Data records:
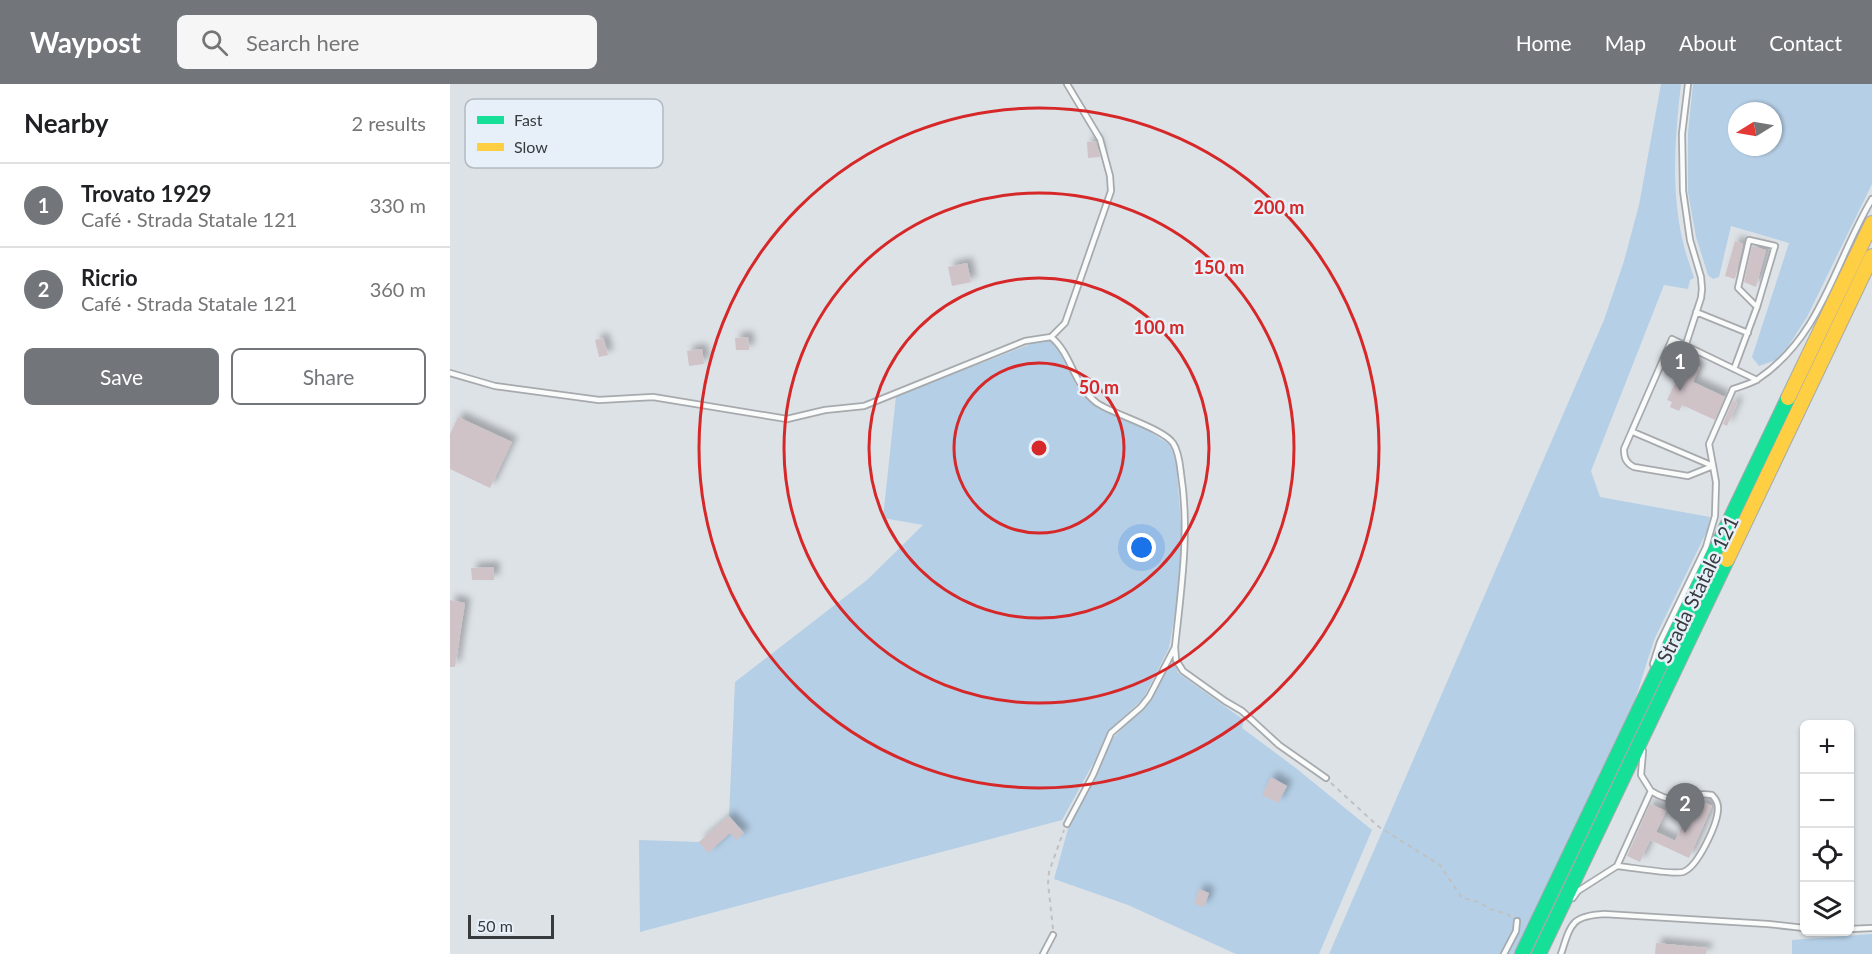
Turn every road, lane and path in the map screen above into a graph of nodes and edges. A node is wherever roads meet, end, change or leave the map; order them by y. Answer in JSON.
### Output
{"nodes":[{"id":1,"x":1068,"y":84,"type":"edge"},
{"id":2,"x":1688,"y":84,"type":"edge"},
{"id":3,"x":1872,"y":199,"type":"edge"},
{"id":4,"x":1872,"y":223,"type":"edge"},
{"id":5,"x":1872,"y":256,"type":"edge"},
{"id":6,"x":1757,"y":308,"type":"junction"},
{"id":7,"x":1696,"y":312,"type":"junction"},
{"id":8,"x":1748,"y":333,"type":"junction"},
{"id":9,"x":1051,"y":337,"type":"junction"},
{"id":10,"x":1686,"y":344,"type":"junction"},
{"id":11,"x":1734,"y":369,"type":"junction"},
{"id":12,"x":450,"y":374,"type":"edge"},
{"id":13,"x":1757,"y":380,"type":"junction"},
{"id":14,"x":1633,"y":432,"type":"junction"},
{"id":15,"x":1713,"y":466,"type":"junction"},
{"id":16,"x":1709,"y":597,"type":"junction"},
{"id":17,"x":1175,"y":647,"type":"junction"},
{"id":18,"x":1665,"y":705,"type":"dead end"},
{"id":19,"x":1641,"y":706,"type":"junction"},
{"id":20,"x":1646,"y":746,"type":"dead end"},
{"id":21,"x":1326,"y":778,"type":"joint"},
{"id":22,"x":1651,"y":791,"type":"junction"},
{"id":23,"x":1066,"y":824,"type":"joint"},
{"id":24,"x":1617,"y":866,"type":"junction"},
{"id":25,"x":1516,"y":921,"type":"joint"},
{"id":26,"x":1800,"y":928,"type":"edge"},
{"id":27,"x":1872,"y":928,"type":"edge"},
{"id":28,"x":1854,"y":929,"type":"edge"},
{"id":29,"x":1053,"y":935,"type":"joint"},
{"id":30,"x":1043,"y":954,"type":"edge"},
{"id":31,"x":1504,"y":954,"type":"edge"},
{"id":32,"x":1522,"y":954,"type":"edge"},
{"id":33,"x":1539,"y":954,"type":"edge"},
{"id":34,"x":1545,"y":954,"type":"edge"},
{"id":35,"x":1561,"y":954,"type":"edge"}],
"edges":[{"from":1,"to":9,"type":"lane"},
{"from":2,"to":7,"type":"lane"},
{"from":3,"to":13,"type":"lane"},
{"from":4,"to":19,"type":"main road","name":"Strada Statale 121"},
{"from":5,"to":16,"type":"main road","name":"Strada Statale 121"},
{"from":6,"to":6,"type":"lane"},
{"from":6,"to":8,"type":"lane"},
{"from":7,"to":8,"type":"lane"},
{"from":7,"to":10,"type":"lane"},
{"from":8,"to":11,"type":"lane"},
{"from":9,"to":12,"type":"lane"},
{"from":9,"to":17,"type":"lane"},
{"from":10,"to":11,"type":"lane"},
{"from":10,"to":14,"type":"lane"},
{"from":11,"to":13,"type":"lane"},
{"from":13,"to":15,"type":"lane"},
{"from":14,"to":15,"type":"lane"},
{"from":14,"to":15,"type":"lane"},
{"from":15,"to":19,"type":"lane"},
{"from":16,"to":18,"type":"lane"},
{"from":16,"to":33,"type":"main road","name":"Strada Statale 121"},
{"from":17,"to":21,"type":"lane"},
{"from":17,"to":23,"type":"lane"},
{"from":19,"to":32,"type":"main road","name":"Strada Statale 121"},
{"from":20,"to":22,"type":"lane"},
{"from":21,"to":25,"type":"path"},
{"from":22,"to":24,"type":"lane"},
{"from":22,"to":24,"type":"lane"},
{"from":23,"to":29,"type":"path"},
{"from":24,"to":34,"type":"lane"},
{"from":25,"to":31,"type":"lane"},
{"from":26,"to":35,"type":"lane"},
{"from":27,"to":28,"type":"lane"},
{"from":29,"to":30,"type":"lane"}]}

What the task asks:
Where a line in the listing above holds the string "Statale", include it in your count, and answer with the number alone.

Output of the task:
4